The problem: Copy every line of the records below where the word "dead" occurs.

Data extracts:

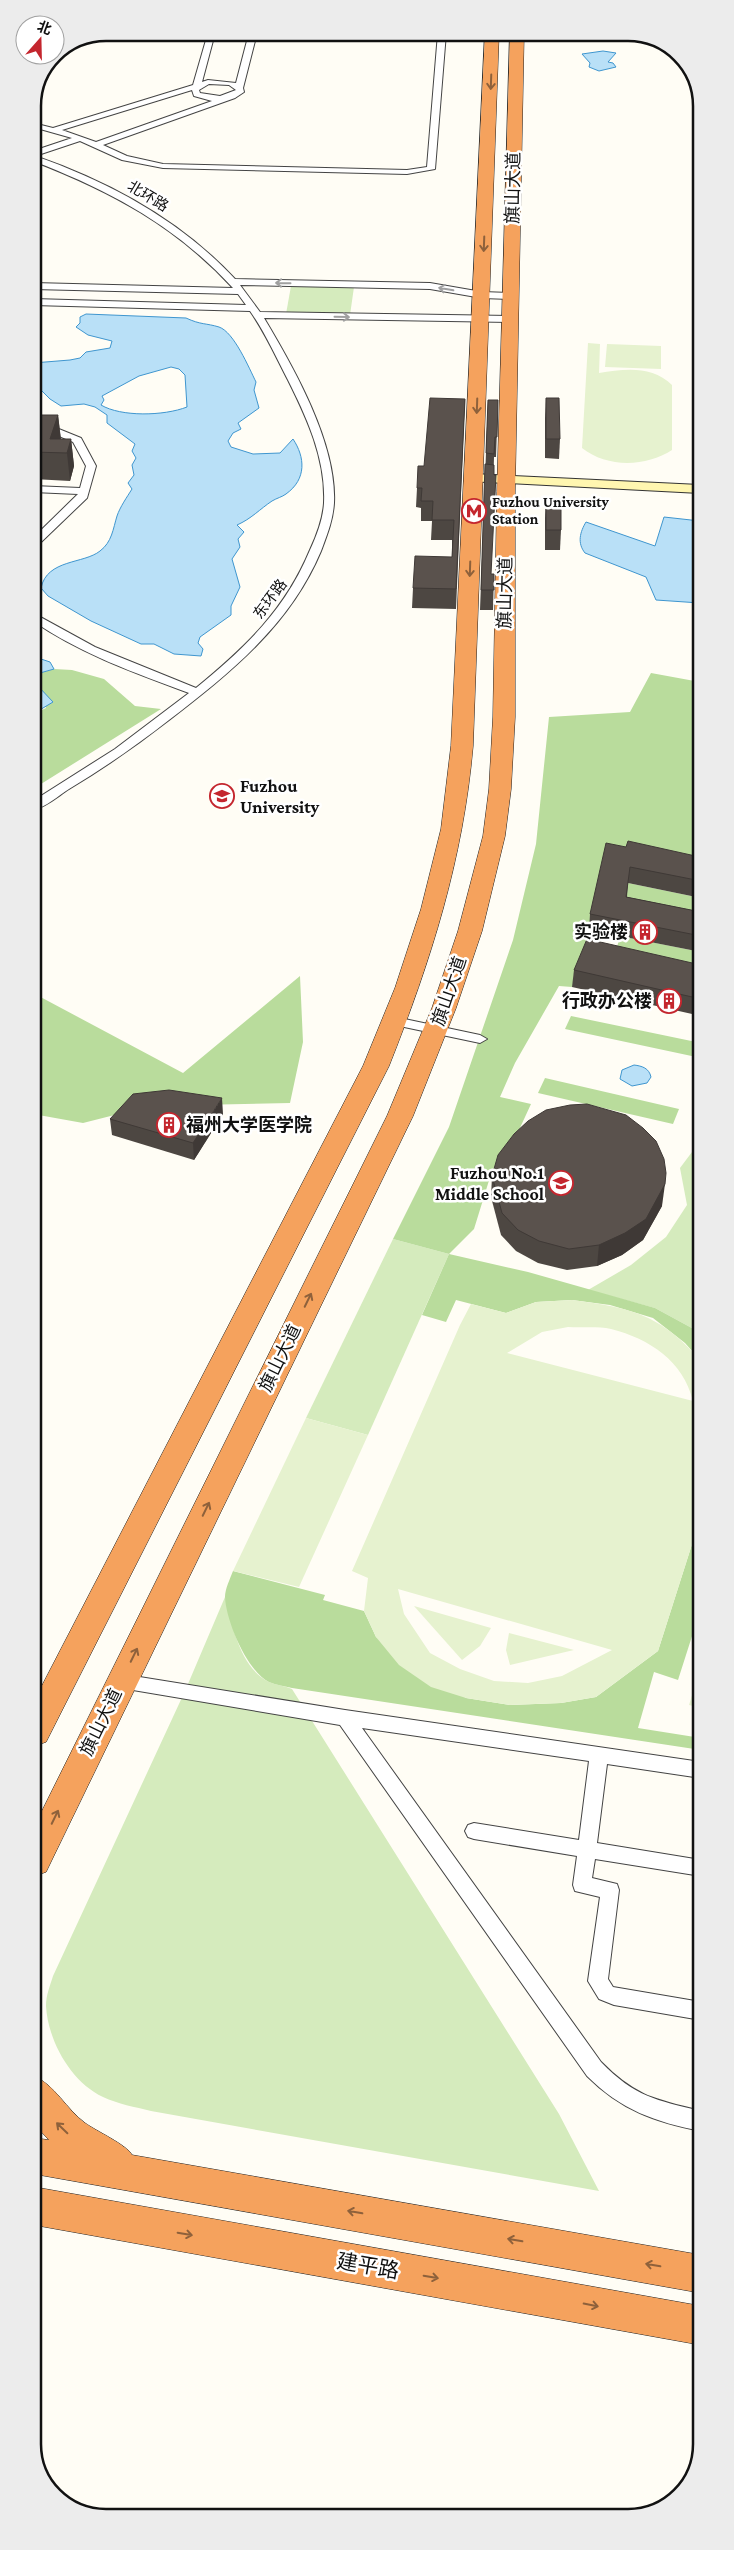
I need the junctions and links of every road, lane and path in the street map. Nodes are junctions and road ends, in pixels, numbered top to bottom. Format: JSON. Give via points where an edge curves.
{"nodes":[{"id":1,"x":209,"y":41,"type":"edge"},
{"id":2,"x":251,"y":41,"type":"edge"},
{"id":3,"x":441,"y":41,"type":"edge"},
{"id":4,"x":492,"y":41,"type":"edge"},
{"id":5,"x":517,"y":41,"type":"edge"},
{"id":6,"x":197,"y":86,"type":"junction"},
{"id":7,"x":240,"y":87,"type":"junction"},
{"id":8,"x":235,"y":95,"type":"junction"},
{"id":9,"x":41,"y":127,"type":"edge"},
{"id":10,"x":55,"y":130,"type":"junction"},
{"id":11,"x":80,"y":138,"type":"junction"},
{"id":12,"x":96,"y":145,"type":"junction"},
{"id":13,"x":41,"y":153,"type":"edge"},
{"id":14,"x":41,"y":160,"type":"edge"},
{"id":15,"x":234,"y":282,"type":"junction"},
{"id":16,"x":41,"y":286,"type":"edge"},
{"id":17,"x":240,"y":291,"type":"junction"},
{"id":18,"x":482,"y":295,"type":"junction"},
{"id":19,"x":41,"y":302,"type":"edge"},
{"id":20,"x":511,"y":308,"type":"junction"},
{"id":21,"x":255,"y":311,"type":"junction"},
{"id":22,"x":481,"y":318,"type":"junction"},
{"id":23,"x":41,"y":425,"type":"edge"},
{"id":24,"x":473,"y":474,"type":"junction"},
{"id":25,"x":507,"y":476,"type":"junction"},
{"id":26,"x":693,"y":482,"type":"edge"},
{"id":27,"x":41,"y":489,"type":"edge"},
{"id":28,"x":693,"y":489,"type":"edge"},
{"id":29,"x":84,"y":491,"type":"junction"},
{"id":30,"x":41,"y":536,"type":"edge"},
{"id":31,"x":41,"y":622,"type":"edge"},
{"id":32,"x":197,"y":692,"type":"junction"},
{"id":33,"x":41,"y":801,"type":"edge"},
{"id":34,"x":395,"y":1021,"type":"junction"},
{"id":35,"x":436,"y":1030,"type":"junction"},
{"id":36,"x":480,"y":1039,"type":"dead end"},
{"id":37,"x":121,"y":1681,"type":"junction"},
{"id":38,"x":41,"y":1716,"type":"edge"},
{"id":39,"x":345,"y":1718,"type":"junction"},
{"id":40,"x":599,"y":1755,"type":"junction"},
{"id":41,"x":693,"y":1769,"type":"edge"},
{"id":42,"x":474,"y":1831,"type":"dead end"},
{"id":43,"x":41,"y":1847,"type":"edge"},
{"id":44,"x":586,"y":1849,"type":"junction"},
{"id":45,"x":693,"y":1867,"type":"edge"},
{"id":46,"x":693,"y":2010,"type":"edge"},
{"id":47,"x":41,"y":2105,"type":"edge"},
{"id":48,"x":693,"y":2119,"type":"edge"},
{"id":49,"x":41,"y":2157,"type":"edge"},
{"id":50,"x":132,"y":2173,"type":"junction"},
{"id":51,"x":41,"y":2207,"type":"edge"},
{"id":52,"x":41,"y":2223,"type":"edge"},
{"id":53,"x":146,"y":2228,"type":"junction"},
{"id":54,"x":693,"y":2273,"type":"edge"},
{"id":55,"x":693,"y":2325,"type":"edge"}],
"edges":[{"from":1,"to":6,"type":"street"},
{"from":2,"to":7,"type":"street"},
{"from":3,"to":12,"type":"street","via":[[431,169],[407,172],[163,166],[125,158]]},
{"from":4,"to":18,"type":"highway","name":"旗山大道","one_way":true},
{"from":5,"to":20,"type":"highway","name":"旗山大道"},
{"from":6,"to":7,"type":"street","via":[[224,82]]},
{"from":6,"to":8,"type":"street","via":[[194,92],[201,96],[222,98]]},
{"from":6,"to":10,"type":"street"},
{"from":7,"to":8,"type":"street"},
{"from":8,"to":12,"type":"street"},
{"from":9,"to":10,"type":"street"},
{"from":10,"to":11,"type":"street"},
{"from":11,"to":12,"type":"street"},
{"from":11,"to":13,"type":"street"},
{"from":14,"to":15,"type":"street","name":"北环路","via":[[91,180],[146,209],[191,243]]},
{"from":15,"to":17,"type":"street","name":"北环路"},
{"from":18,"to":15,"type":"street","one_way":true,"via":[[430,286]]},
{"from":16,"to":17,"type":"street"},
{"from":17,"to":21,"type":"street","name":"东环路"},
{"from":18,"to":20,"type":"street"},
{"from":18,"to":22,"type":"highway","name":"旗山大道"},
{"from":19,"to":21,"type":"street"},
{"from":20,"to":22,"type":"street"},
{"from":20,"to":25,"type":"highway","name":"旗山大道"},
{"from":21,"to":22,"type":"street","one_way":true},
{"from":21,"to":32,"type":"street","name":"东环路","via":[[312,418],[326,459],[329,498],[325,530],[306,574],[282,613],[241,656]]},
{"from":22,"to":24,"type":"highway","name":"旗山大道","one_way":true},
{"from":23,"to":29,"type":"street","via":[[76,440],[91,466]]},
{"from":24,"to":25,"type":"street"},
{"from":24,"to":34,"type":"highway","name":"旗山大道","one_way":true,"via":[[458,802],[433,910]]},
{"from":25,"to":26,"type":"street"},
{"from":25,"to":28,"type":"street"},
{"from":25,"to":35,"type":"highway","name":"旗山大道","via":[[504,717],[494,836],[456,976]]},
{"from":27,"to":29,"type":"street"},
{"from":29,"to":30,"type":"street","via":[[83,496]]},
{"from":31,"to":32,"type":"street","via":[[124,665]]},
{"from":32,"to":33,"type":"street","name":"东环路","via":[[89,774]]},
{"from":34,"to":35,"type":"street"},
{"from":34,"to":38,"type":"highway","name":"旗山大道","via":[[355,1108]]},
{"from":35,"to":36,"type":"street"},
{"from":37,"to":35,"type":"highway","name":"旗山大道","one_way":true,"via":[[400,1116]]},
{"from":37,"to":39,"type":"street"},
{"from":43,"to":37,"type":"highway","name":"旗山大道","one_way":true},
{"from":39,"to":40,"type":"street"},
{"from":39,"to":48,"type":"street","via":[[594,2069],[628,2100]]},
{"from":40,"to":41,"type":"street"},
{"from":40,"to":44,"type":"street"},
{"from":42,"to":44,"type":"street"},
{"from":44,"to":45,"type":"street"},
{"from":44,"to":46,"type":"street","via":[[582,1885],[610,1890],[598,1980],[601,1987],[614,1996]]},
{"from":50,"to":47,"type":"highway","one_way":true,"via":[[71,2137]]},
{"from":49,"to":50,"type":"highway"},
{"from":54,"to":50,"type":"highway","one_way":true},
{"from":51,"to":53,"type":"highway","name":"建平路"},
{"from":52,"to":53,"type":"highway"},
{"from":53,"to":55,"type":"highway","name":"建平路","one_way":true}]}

Exercise output:
{"id":36,"x":480,"y":1039,"type":"dead end"},
{"id":42,"x":474,"y":1831,"type":"dead end"},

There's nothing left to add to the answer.